An airplane over the pacific sights an atoll at 8 degree angle of depression. If the plane is 520hm above water, how many kilometers is it from a point 520 m directly above the center of the atoll?

Help please :]

Assume the Earth is flat.

Draw a figure with flat horizontal Earth surface along the bottom. Put three points on the figure:
P (airplane)
A (atoll on the ground)
B (point 520 m above the atoll)

Draw the (right) triangle PAB. The angle at P is 8 degrees, aimed below horizontal to point A

It should be obvious that
BA = 520
PB = 520/tan 8 = 3700 m

To find the distance from the airplane to the point directly above the center of the atoll, we can use trigonometry. Specifically, we can use the tangent function.

The tangent of the angle of depression (θ) is equal to the opposite side divided by the adjacent side. In this case, the opposite side is the difference in height between the airplane and the point directly above the center of the atoll (520 m), and the adjacent side is the distance we want to find.

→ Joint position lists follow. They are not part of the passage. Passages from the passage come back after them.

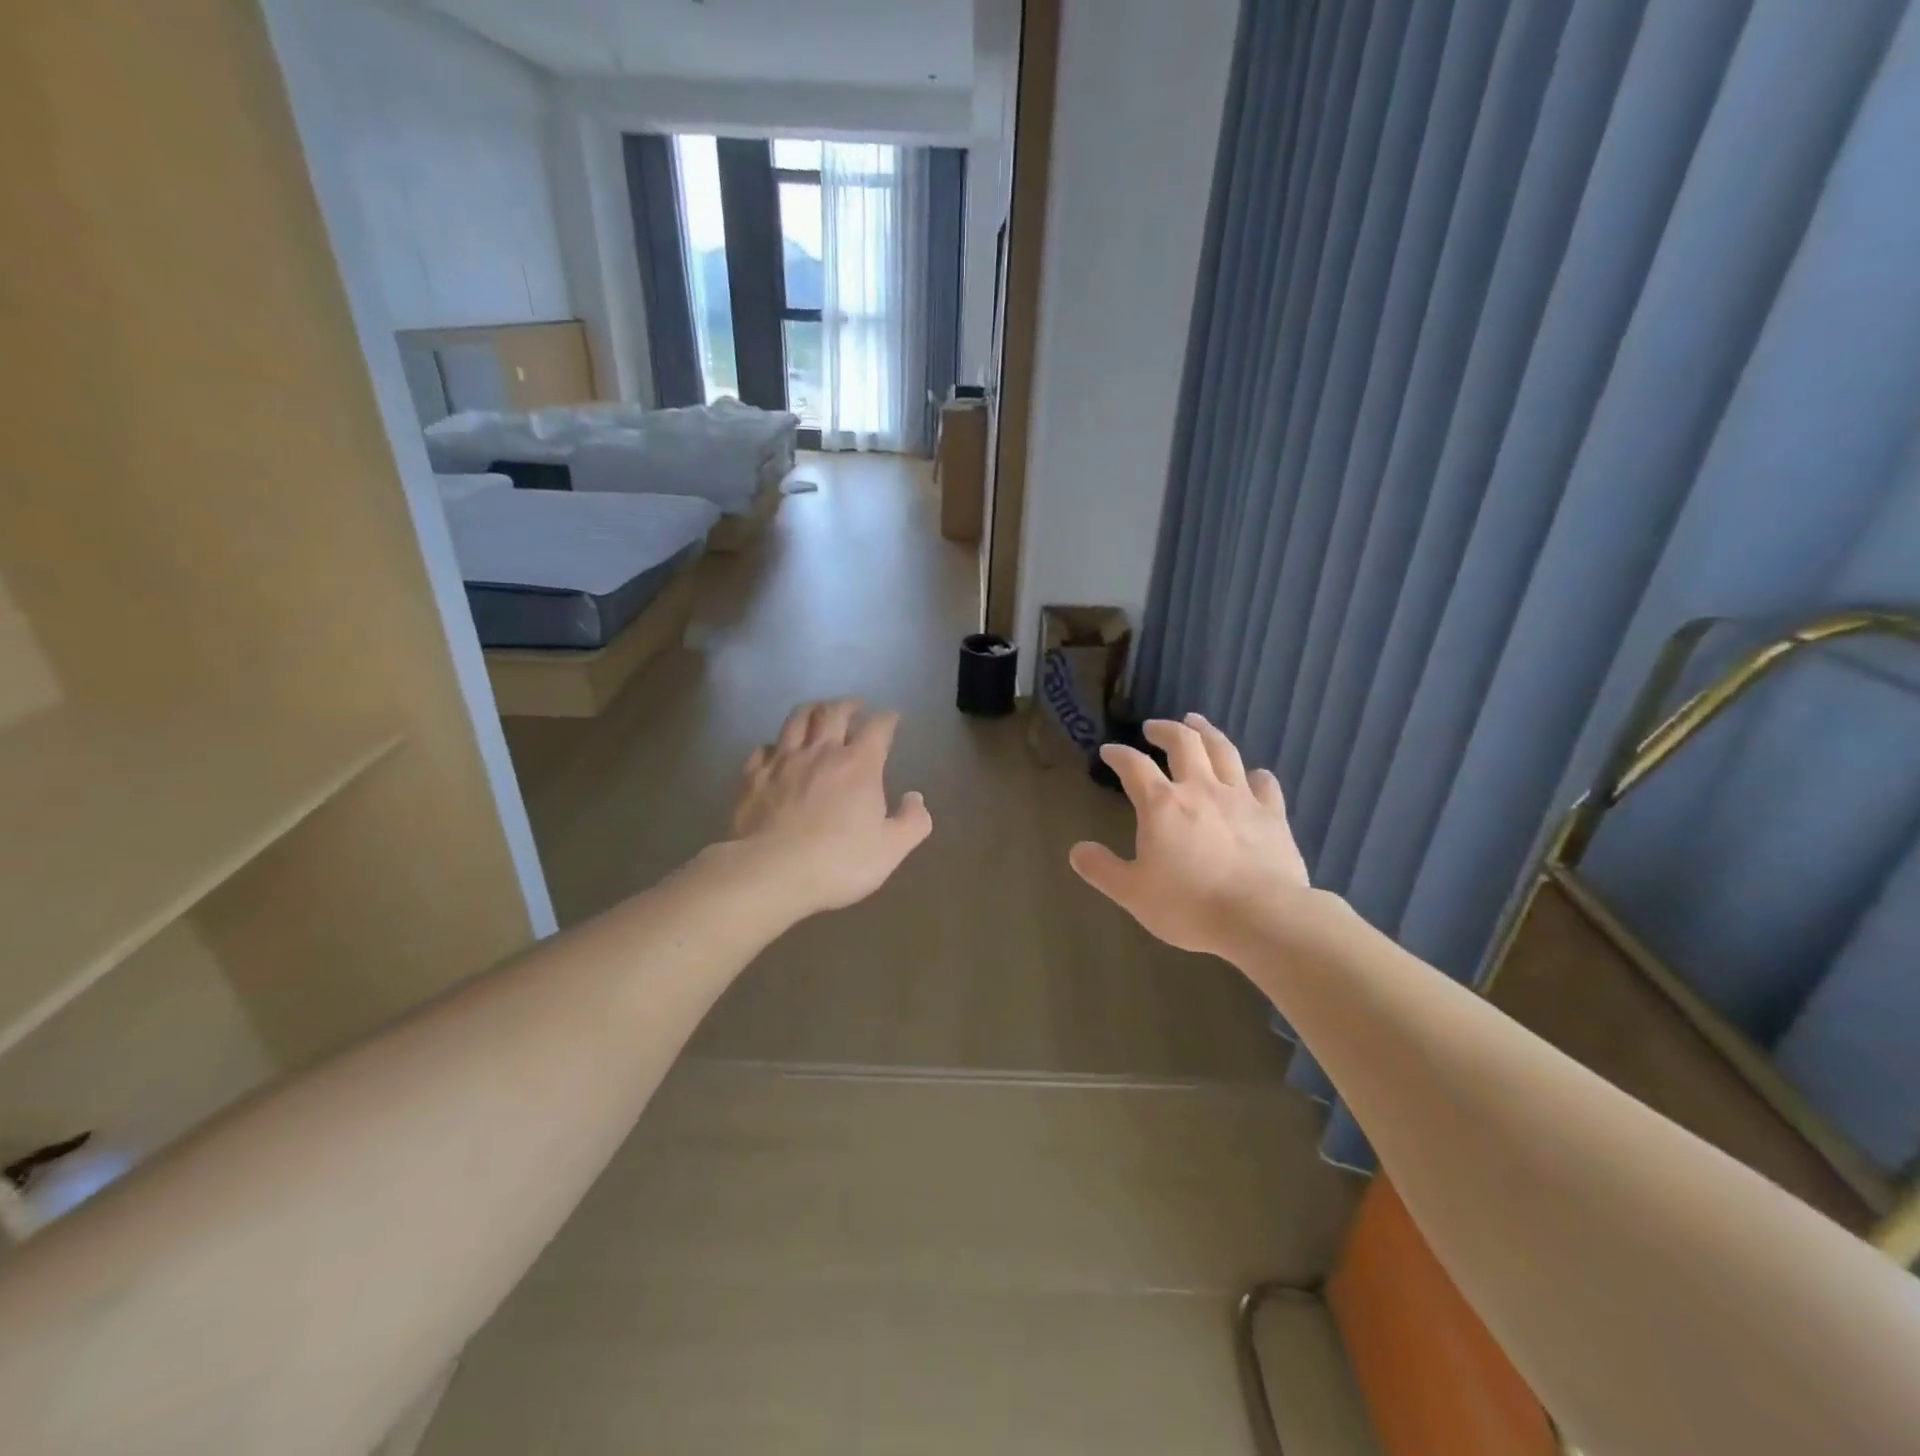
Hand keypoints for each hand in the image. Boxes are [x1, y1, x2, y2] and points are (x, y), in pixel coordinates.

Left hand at [729, 699, 931, 915]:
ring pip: (797, 720)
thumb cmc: (838, 862)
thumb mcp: (891, 849)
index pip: (878, 727)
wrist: (771, 872)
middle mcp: (821, 752)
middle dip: (848, 705)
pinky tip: (777, 751)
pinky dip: (775, 744)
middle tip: (855, 707)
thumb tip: (915, 798)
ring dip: (812, 710)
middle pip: (834, 712)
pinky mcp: (753, 777)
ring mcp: (783, 761)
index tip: (892, 719)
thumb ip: (912, 822)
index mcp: (859, 765)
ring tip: (818, 712)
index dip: (887, 719)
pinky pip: (764, 748)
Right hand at [1069, 714, 1309, 956]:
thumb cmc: (1189, 905)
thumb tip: (1077, 850)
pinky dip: (1254, 775)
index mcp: (1162, 804)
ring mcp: (1240, 798)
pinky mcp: (1272, 814)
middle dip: (1164, 729)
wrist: (1261, 917)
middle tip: (1153, 727)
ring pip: (1223, 751)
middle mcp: (1200, 789)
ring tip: (1197, 722)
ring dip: (1207, 732)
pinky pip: (1264, 783)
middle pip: (1183, 742)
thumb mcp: (1133, 893)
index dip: (1119, 754)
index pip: (1134, 765)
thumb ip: (1102, 869)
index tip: (1109, 751)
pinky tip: (1252, 775)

Let's solve for the distance, denoted as 'd':

tan(θ) = opposite/adjacent
tan(8°) = 520 m/d

First, let's convert 520 meters to kilometers since the answer is requested in kilometers. We divide by 1000:

520 m / 1000 = 0.52 km

Now we can rewrite the equation with the values:

tan(8°) = 0.52 km / d

To solve for 'd', we isolate it by taking the reciprocal of both sides:

1 / tan(8°) = d / 0.52 km

Now we can calculate the distance 'd':

d = 0.52 km / tan(8°)

Using a calculator:

d ≈ 3.388 km

Therefore, the airplane is approximately 3.388 kilometers away from the point directly above the center of the atoll.